Even though children are born with some inherent characteristics, let us understand that children certainly are not born with the corruption and guilt that comes by sin. This is the false assertion of the Calvinistic doctrine of total depravity and the Roman Catholic doctrine of original sin. According to the doctrine of total depravity, man is by nature completely corrupt and incapable of any good whatsoever because of the sin of Adam and Eve. According to the doctrine of original sin, every soul inherits the guilt of Adam and Eve. The Bible does not teach these doctrines, but instead it teaches that each soul is accountable for his own actions alone and not those of others (Jer. 31:29-30; Ezek. 18:2-4; Rom. 9:10-11; 2Cor. 5:10).
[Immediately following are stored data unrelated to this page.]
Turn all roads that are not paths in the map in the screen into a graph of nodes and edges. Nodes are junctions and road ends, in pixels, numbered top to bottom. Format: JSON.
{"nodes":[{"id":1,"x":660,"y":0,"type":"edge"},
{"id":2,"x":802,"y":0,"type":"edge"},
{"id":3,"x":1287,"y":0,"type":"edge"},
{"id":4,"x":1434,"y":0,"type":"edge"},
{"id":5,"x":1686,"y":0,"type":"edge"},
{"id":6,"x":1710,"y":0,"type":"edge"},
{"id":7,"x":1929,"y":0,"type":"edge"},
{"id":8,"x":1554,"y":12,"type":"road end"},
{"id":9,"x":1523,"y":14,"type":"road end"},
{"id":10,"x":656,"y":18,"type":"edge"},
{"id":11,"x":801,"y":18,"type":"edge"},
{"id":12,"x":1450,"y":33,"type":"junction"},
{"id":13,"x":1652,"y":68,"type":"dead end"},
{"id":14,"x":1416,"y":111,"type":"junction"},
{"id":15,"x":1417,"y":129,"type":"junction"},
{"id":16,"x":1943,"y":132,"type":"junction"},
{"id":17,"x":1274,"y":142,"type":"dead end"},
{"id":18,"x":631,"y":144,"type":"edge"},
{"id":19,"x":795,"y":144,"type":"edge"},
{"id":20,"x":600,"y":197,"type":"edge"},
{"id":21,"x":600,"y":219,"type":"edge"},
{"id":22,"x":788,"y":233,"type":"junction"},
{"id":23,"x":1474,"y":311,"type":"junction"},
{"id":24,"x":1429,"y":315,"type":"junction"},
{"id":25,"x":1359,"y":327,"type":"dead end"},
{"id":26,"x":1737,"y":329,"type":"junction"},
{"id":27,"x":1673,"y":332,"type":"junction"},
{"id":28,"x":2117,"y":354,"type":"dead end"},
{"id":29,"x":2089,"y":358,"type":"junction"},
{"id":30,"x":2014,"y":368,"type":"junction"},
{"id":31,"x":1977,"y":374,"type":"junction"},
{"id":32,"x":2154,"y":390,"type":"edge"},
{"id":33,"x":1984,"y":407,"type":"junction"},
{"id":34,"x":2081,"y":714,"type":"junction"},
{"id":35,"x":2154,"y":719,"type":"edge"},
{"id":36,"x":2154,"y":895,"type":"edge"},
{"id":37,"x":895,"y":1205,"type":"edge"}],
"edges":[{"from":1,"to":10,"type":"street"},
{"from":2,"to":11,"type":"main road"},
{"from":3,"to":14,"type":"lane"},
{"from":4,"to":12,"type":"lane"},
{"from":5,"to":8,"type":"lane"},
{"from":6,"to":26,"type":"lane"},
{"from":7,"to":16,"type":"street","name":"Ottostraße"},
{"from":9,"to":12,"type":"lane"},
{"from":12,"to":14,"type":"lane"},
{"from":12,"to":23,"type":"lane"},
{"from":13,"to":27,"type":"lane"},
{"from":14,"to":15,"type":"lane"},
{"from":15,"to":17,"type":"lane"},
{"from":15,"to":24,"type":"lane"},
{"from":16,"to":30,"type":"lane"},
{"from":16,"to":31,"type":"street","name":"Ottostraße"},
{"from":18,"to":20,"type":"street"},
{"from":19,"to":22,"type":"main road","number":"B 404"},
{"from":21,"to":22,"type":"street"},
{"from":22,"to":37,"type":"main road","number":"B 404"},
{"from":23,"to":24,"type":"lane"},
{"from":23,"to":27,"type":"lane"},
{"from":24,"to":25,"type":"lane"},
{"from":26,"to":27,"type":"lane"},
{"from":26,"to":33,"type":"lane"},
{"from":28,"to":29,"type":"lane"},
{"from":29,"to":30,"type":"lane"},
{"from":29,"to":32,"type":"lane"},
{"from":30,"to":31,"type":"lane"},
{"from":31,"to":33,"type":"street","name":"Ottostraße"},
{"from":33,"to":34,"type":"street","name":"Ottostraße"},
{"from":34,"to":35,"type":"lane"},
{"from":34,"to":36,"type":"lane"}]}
In truth, corruption, evil, and sin are learned by mankind from the world. Notice 1John 2:16 - "For all that is in the world, the lust of the flesh and the lust of the eyes and the boastful pride of life, is not from the Father, but is from the world." God does not send souls into the world preinstalled with these wicked tendencies, but these are the things of the world that corrupt the pure souls that God creates. Man is not sinful by nature, but he learns sin as a "second nature."
Thankfully, God gives us an opportunity to strip away the corruption that we have learned from the world and start anew. Notice 2Peter 1:4 - "For by these He has granted to us His precious and magnificent promises, in order that by them you might become partakers of the divine nature, having escaped the corruption that is in the world by lust." In this verse, the phrase "by these" refers to the things mentioned in the previous verse - "God's divine power," "everything pertaining to life and godliness," and "the knowledge of Him who called us." By these things, we can undo the damage that has been done to us through the things of the world.
Because of this new start, the Bible often describes a Christian as a "new creature." For example, Paul wrote, "Therefore if any man is in Christ, he is a new creature; the old things passed away; behold, new things have come" (2Cor. 5:17). Similar messages are given in Galatians 6:15, Ephesians 4:20-24, and Colossians 3:10. Although a Christian is still the same person as he was before He knew Christ, God has remade him with a new quality about him. His physical form is unchanged, but everything about his spirit is new. He has become a partaker of that "divine nature" (2Pet. 1:4). In Christ, he "in the likeness of God has been created in righteousness and holiness of the truth" (Eph. 4:24). Rather than having a sinful "second nature" that he learned from the world, he learns a godly nature. The corruption from the world is taken away, and spiritually he is once again as he was when he was born - a new creature.
As a new creature, a Christian needs instruction and discipline. Like a child, he has much to learn. He will make mistakes that will require correction. Thankfully, God the Father provides the instruction and discipline that "yields the peaceful fruit of righteousness" (Heb. 12:4-11). The love of the Father will cultivate within him the divine nature of which he is now a partaker.
Therefore, let us embrace this opportunity to start over. Our lives that have been ruined by sin can be saved and given a second chance to fulfill their purpose. We were made in the image of God (Gen. 1:27), but that image was marred by sin. Now in Christ, we can be renewed to that image and begin again. Take the opportunity, be thankful, and praise God that you can be a new creature in Christ.